Phenylalanine hydroxylase, a tetrahydrobiopterin (BH4)-dependent oxygenase, catalyzes the conversion of phenylalanine to tyrosine. During this physiological reaction, the oxidation of BH4 is tightly coupled to the hydroxylation of the amino acid substrate with a stoichiometry of 1 mol of BH4 oxidized for every mole of tyrosine formed. In the presence of an activator and certain analogues of either the amino acid or the pterin coenzyme, the enzyme also catalyzes a partially uncoupled reaction in which the amount of tetrahydropterin oxidized exceeds the amount of amino acid hydroxylated.
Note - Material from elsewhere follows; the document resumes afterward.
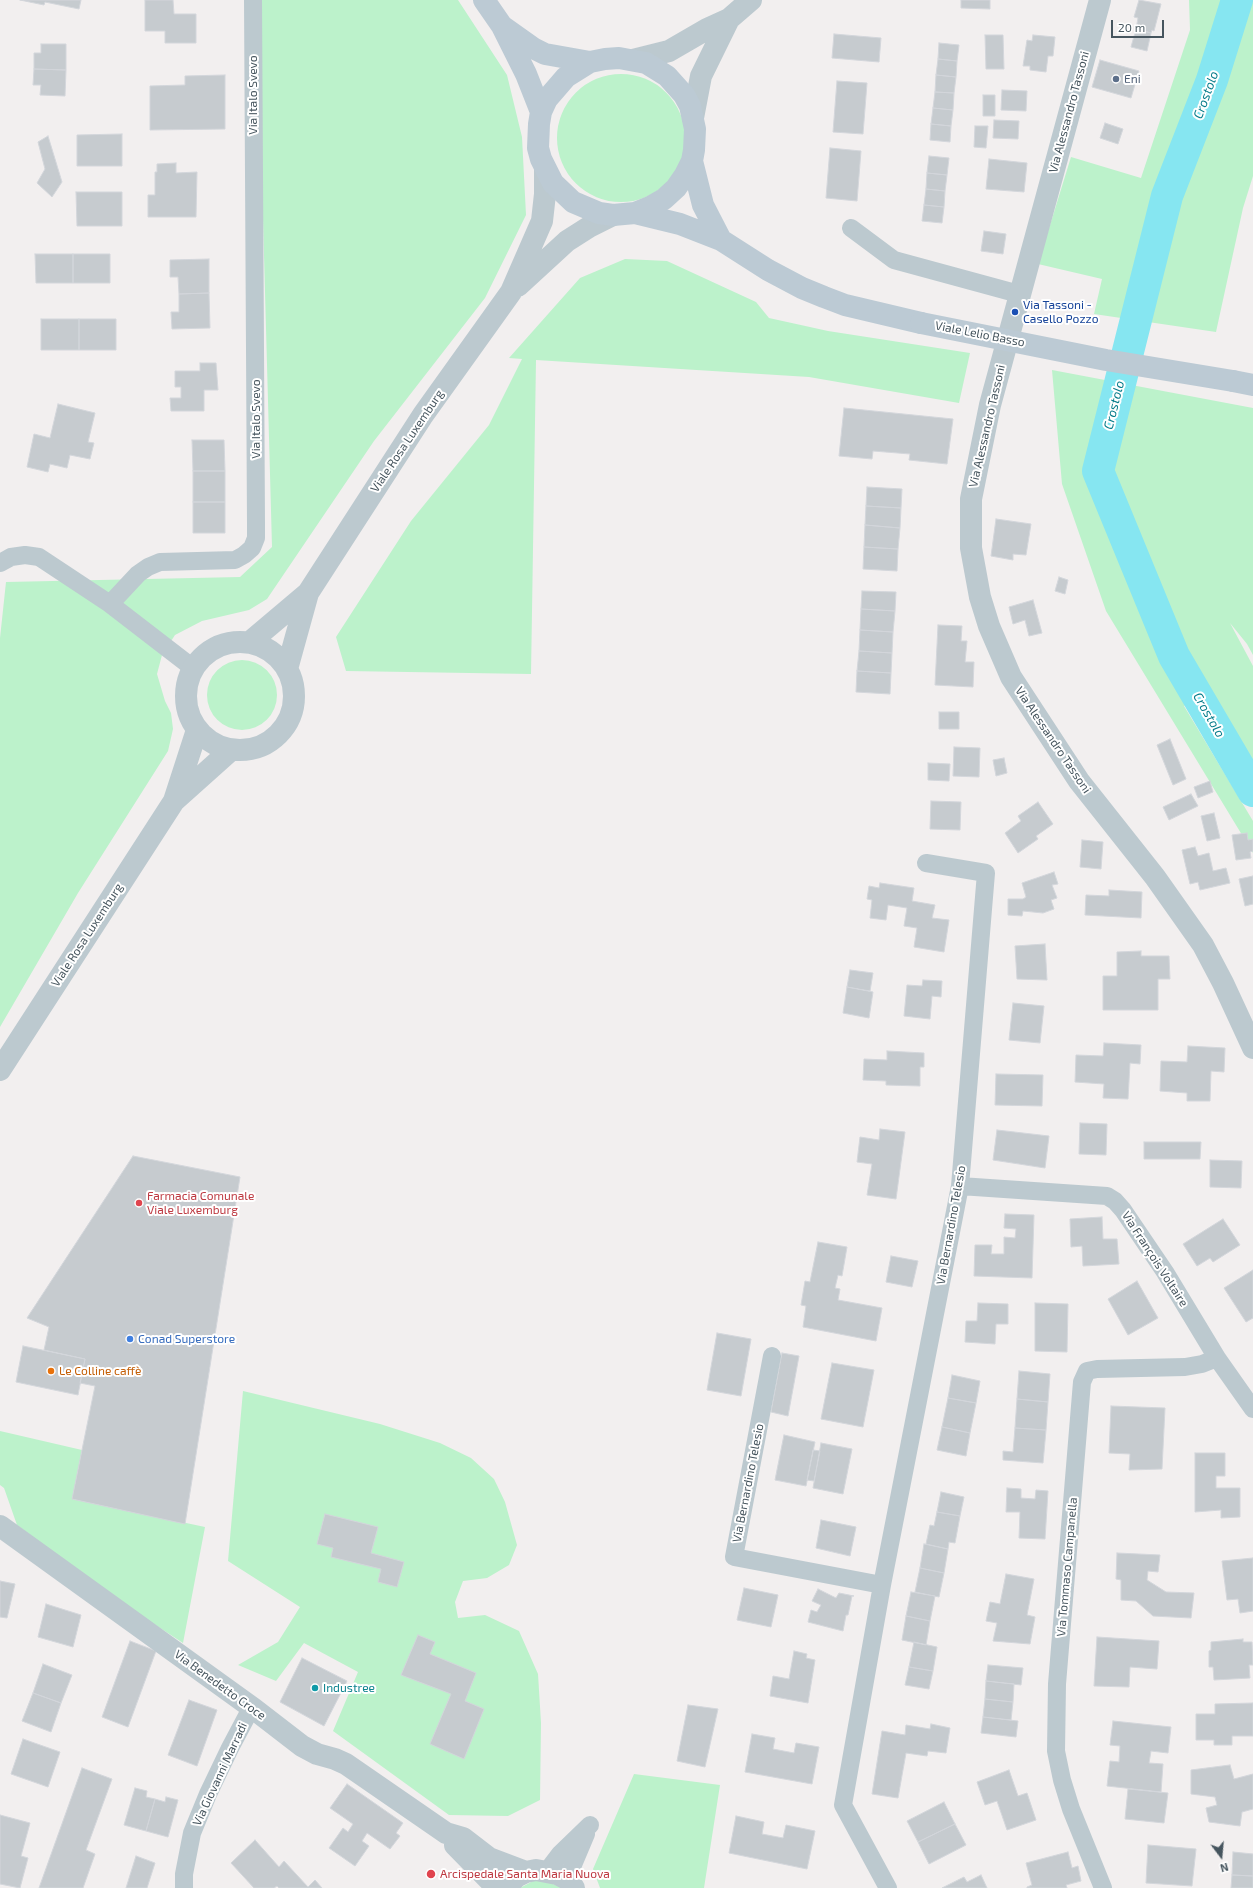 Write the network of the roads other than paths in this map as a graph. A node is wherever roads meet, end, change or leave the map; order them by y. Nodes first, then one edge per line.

With tyrosine as the amino acid analogue, the reaction is completely uncoupled, i.e., the enzyme functions as a tetrahydropterin oxidase with no net hydroxylation of the amino acid. We have investigated whether the normal pterin intermediate, a 4a-hydroxytetrahydropterin, is formed during the completely uncoupled reaction and whether oxygen is reduced exclusively to the level of water, as in the tightly coupled reaction, or whether some reduction to hydrogen peroxide occurs. We present direct evidence that both the normal hydroxytetrahydropterin intermediate and hydrogen peroxide are formed. The amount of hydrogen peroxide formed, however, is not stoichiometric with the amount of oxygen reduced, an indication that there are at least two pathways for this reduction, one leading to the formation of water and one to hydrogen peroxide. We also postulate that hydrogen peroxide and the hydroxytetrahydropterin are both derived from alternate routes of breakdown of a common precursor, the corresponding 4a-hydroperoxytetrahydropterin. By contrast, in the normal tightly coupled reaction, we suggest that this peroxy compound participates in the hydroxylation of the amino acid substrate.